[Collected data]
Start of Block

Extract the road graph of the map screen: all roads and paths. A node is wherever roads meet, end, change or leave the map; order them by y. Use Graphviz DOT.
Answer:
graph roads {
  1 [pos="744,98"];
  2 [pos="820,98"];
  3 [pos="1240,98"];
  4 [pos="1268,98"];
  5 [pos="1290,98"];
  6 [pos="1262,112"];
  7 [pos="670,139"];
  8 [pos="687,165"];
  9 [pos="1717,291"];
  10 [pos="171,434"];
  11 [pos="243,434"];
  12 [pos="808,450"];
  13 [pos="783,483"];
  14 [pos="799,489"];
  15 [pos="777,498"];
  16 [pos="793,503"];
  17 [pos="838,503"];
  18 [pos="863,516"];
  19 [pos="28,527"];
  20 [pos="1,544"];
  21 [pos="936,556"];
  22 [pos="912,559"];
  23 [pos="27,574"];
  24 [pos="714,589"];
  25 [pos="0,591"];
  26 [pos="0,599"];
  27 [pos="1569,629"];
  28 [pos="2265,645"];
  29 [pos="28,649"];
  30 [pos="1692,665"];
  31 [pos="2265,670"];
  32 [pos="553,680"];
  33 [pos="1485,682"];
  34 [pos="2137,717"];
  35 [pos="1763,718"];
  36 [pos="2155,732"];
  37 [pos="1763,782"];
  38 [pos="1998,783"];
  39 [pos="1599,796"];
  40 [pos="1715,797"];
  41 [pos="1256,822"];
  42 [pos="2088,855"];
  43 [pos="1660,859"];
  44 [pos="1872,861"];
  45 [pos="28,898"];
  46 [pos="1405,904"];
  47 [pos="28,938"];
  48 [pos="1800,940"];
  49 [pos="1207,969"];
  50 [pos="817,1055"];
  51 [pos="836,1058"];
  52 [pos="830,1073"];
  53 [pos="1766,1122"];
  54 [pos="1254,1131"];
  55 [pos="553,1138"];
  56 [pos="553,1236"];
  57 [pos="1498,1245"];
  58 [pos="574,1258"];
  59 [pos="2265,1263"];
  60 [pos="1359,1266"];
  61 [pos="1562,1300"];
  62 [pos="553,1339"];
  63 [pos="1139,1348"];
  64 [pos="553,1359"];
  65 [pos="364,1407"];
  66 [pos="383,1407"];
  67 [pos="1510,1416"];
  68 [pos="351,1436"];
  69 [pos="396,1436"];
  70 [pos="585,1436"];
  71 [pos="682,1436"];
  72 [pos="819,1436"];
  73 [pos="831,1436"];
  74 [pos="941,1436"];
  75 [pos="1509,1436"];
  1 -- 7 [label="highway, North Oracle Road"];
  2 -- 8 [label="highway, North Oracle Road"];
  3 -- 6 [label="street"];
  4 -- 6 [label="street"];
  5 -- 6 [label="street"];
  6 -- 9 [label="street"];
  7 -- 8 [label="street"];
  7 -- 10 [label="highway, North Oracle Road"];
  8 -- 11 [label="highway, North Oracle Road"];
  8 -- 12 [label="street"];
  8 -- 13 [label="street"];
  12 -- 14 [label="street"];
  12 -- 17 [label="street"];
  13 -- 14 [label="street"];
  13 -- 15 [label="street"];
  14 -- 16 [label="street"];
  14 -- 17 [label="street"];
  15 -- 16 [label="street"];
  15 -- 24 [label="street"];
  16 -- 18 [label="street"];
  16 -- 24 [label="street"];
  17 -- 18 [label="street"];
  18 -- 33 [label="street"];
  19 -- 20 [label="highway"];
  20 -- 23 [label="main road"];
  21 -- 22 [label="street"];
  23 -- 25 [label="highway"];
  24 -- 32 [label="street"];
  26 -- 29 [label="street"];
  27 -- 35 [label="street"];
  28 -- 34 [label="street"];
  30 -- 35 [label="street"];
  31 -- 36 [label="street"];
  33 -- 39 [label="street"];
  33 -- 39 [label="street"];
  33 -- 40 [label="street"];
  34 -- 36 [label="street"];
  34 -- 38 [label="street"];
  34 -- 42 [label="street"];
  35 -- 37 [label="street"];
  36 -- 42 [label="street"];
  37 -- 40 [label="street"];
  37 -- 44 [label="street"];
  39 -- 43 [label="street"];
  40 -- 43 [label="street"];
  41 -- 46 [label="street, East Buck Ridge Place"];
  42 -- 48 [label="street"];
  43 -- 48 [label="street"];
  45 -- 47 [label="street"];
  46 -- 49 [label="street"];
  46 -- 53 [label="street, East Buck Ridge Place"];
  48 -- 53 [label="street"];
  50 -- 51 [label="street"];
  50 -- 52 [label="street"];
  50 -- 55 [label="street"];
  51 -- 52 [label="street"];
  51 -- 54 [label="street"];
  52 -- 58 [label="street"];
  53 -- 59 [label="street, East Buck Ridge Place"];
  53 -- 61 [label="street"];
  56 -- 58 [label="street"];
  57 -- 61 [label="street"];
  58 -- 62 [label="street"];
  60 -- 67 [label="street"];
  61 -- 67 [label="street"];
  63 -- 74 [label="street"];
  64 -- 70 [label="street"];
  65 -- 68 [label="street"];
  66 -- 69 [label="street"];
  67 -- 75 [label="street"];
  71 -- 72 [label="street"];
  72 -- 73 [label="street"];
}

End of Block

Each line in the records above with "Buck" must be returned.

  41 -- 46 [label="street, East Buck Ridge Place"];
  46 -- 53 [label="street, East Buck Ridge Place"];
  53 -- 59 [label="street, East Buck Ridge Place"];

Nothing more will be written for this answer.